4.5. Possible Developments of the Mechanical Framework

The physics of harmonic oscillators can retain its simplicity even when faced with high degrees of freedom and with structural complexities in the model design. In this sense, the harmonic model of cardiac EC coupling, when confirmed through in vivo experiments, can become a first brick in a larger construction. The source of EC coupling results of this study is the OR model of human ventricular non-propagated AP, but findings are consistent in two additional models (Figure 5). The approach can indeed be suitable for any numerical model of the cardiac AP and it can be directly conceived for patch clamp studies on isolated cardiomyocytes.
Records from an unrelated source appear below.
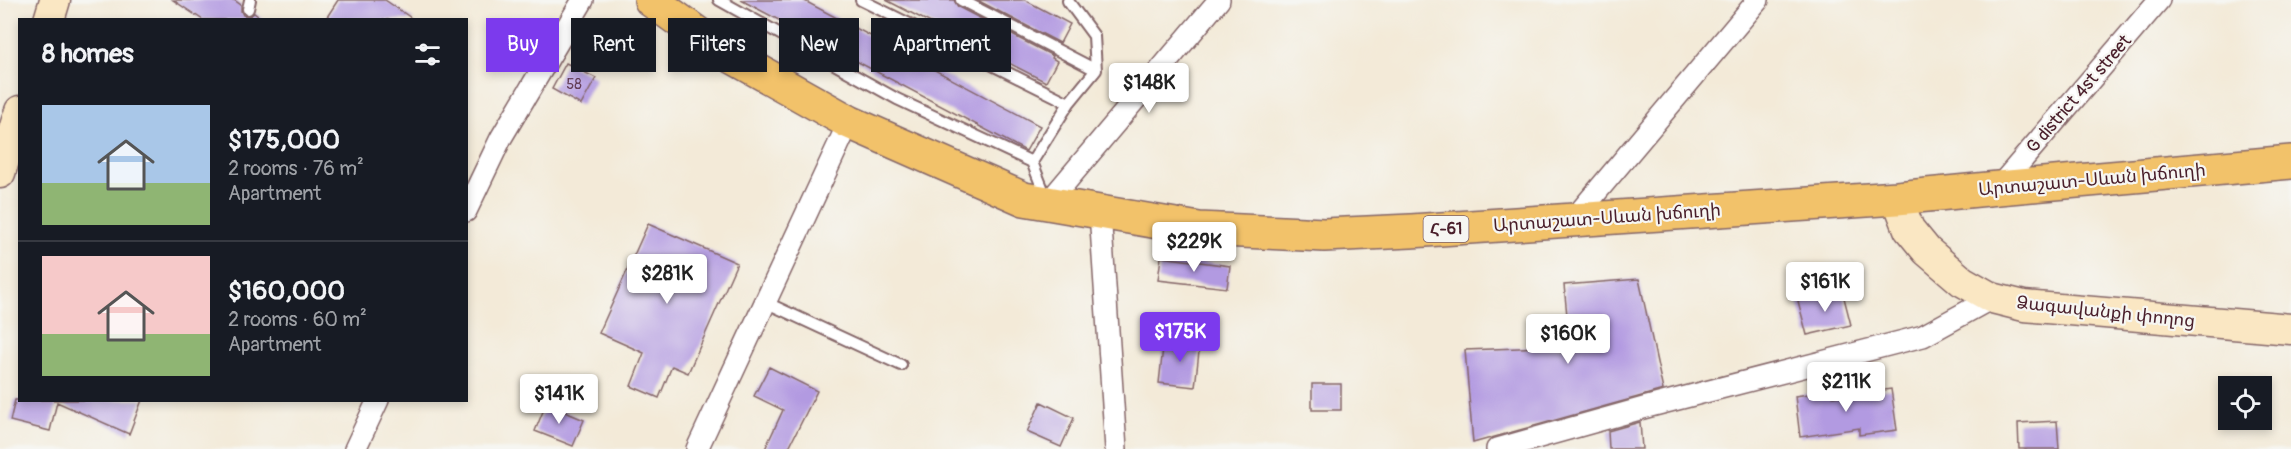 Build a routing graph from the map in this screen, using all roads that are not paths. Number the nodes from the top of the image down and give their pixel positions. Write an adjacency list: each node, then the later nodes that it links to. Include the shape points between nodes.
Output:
1 (55, 0): 11 (street)
2 (583, 0): 22 (street, via 501,138)
3 (651, 0): 14 (main road, Արտաշատ-Սևան խճուղի / Հ-61, via 719,49)
4 (719, 0): 16 (lane, via 897,99)
5 (861, 0): 13 (lane)
6 (961, 0): 12 (lane)
7 (1219, 0): 21 (street)
8 (1758, 0): 24 (street)
9 (2159, 0): 19 (street, G district 4st street)
10 (1068, 1): 12 (lane, via 1094,36)
11 (50, 18)
12 (1096, 70): 13 (lane)
13 (1069, 104): 16 (lane)
14 (849, 122): 21 (main road, Արտաշատ-Սևան խճուղի / Հ-61, via 1024,199); 26 (street)
15 (10, 128): 18 (street)
16 (1032, 162): 21 (lane)
17 (2291, 162): 19 (main road, Արտաշատ-Սևան խճուղի / Հ-61)
18 (0, 173)
19 (1998, 188): 20 (main road, Արտաշատ-Սևան խճուղի / Հ-61)
20 (1897, 198): 24 (main road, Արտաշատ-Սևան խճուղի / Հ-61); 25 (street, Ձագավանքի փողոց, via 1909,229 1927,251 1962,281)
21 (1048, 203): 23 (main road, Արտաշատ-Սևան խճուղի / Հ-61)
22 (468, 207)
23 (1100, 212): 24 (main road, Արտաշատ-Սևան խճուղի / Հ-61, via 1199,229 1324,235); 32 (street)
24 (1573, 220)
25 (1992, 298): 27 (street, Ձագավանքի փողոց, via 2024,306); 33 (street, via 1923,336)
26 (765, 302): 28 (lane); 31 (street)
27 (2291, 329)
28 (901, 364)
29 (377, 402): 30 (street)
30 (355, 449)
31 (697, 449)
32 (1116, 449)
33 (1497, 449) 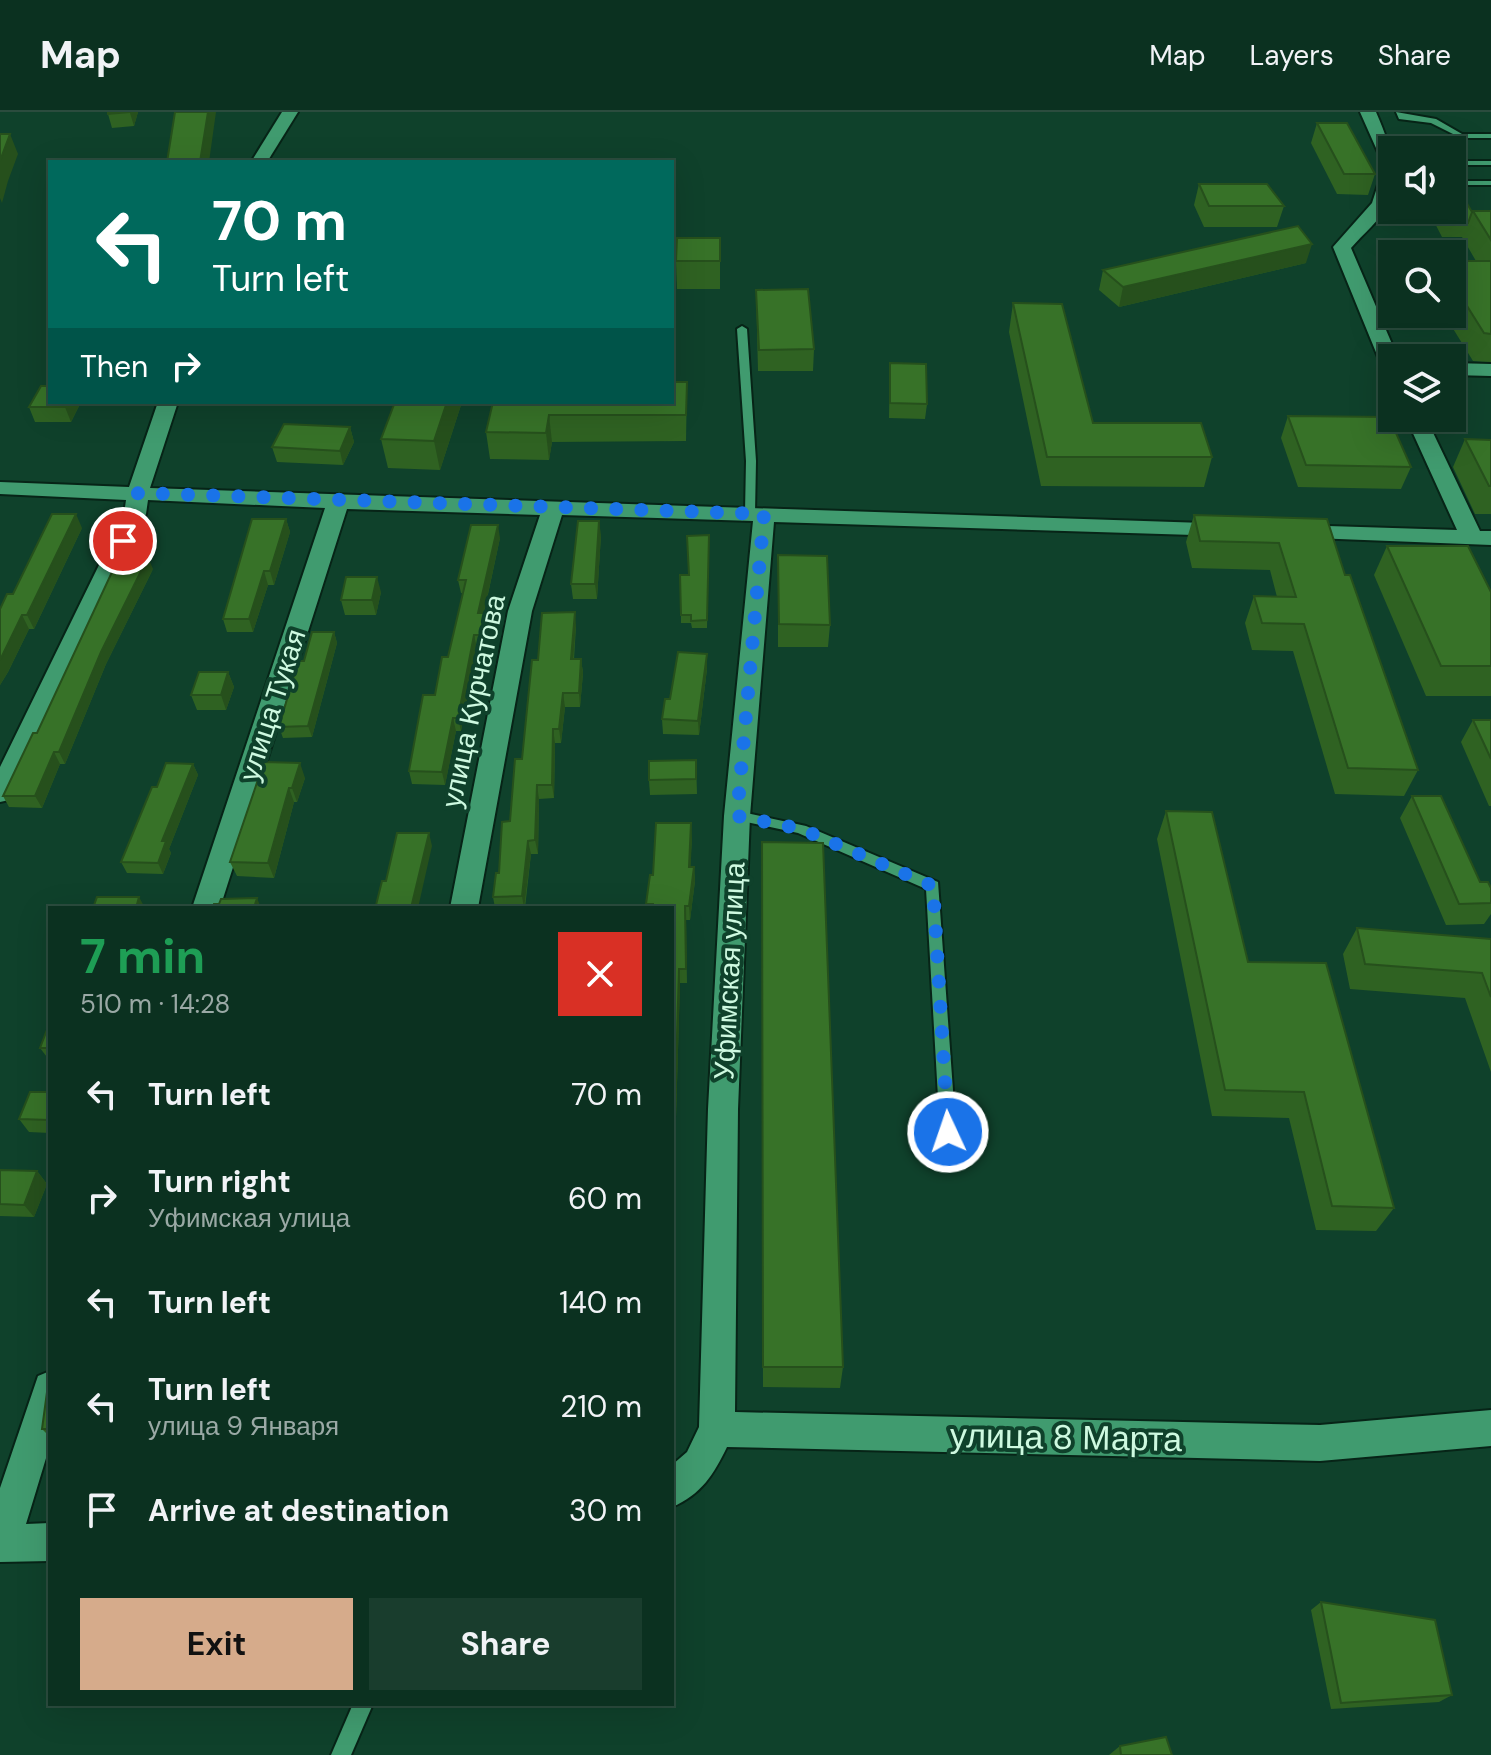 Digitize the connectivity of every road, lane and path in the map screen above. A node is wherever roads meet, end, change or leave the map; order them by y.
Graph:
1 (290, 112) edge
2 (1368, 112) edge
3 (1400, 112) edge
4 (1491, 136) edge
5 (1378, 139) edge
6 (260, 160) edge
7 (1466, 163) edge
8 (1491, 163) edge
9 (1466, 183) edge
10 (1491, 183) edge
11 (1378, 206) edge
12 (742, 329) dead end
13 (1382, 344) edge
14 (1466, 369) edge
15 (1491, 370) edge
16 (167, 404) edge
17 (1424, 432) edge
18 (0, 488) edge
19 (138, 493) junction
20 (338, 502) junction
21 (553, 509) junction
22 (757, 514) junction
23 (1481, 538) edge
24 (0, 793) edge
25 (737, 816) junction
26 (207, 906) edge
27 (464, 906) edge
28 (948, 1132) dead end
29 (48, 1394) edge
30 (1491, 1428) edge
31 (717, 1429) junction
32 (674, 1487) edge
33 (48, 1542) edge
34 (1, 1543) edge
35 (362, 1706) edge
36 (341, 1755) edge

1 - 6 street
2 - 5 street
3 - 4 lane
7 - 8 lane
9 - 10 lane
11 - 13 street
12 - 22 lane
14 - 15 street
16 - 19 street
17 - 23 street
18 - 19 street
19 - 20 street
19 - 24 street
20 - 21 street
20 - 26 street, улица Тукая
21 - 22 street
21 - 27 street, улица Курчатова
22 - 23 street
22 - 25 street, Уфимская улица
25 - 28 lane
25 - 31 street, Уфимская улица
29 - 34 street
30 - 31 street, улица 8 Марта
31 - 32 street
33 - 34 street
35 - 36 lane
More complex MS models can be thought of based on EC coupling details not included in the OR reconstruction, as well as by extending the harmonic model to the whole organ physiology anytime sinusoidal-type pacing is present or can be introduced.

For example, calcium–contraction coupling can be included in a three masses four springs model, by adding a contraction compartment to the MS model, which would allow one to consider mechanoelectrical interactions as part of the oscillating dynamics.

Finally, the possibility, yet to be proved, of fitting, according to a harmonic model, the relationship between QT variability of surface ECGs and that of intra-ventricular or arterial blood pressure under RR variable pacing, would allow the non-invasive estimate of functional parameters, such as the extent of electromechanical coupling, from clinical measurements.

4.6. Study Limitations

A limitation of this study is that most of the presented results only qualitatively describe the oscillating properties of numerical AP models in terms of the MS model’s parameters, as my primary goal was to demonstrate the consistency of the harmonic model hypothesis. More systematic fitting procedures need to be undertaken in order to better describe the complexity of EC coupling details. Additionally, the role of damping constants is only touched in the present account (Figure 9B) and their dynamic involvement still has to be addressed. Finally, findings need to be confirmed in vivo. Nevertheless, a preliminary validation of the harmonic hypothesis on numerical models provides a solid starting ground. Hodgkin–Huxley-type equation systems, such as the OR, compactly summarize our up-to-date knowledge of the EC coupling dynamics and allow the controlling and monitoring of all the variables in play, and the amount and complexity of experiments involved at this stage was hardly conceivable for an in vivo approach.

5. Conclusions

In summary, SVP protocols reveal:

• A resonant behavior of cellular APD and CTA with pacing CL.
• The possibility of assessing normal modes of the two observables and including their steady state and beat-to-beat dynamics into a unique law.
• The normal mode of CTA oscillation falls within the physiological range of pacing variability and appears to be the one leading the increase in APD oscillations when variability increases, particularly at a high pacing rate.
• A preliminary parallelism is also documented between the slope of steady state APD rate dependence and the stiffness of the el–C compartment, as well as between the SR calcium release and the inertia of the cal–C compartment.

These observations can have immediate application in the growing field of numerical reconstruction of cardiac cellular action potentials [39], as well as in single cell studies of cardiac electromechanics. Significant future implications can be expected in the non-invasive dissection of whole-heart dynamical parameters, relevant for the clinics and therapy of cardiac rhythm disorders.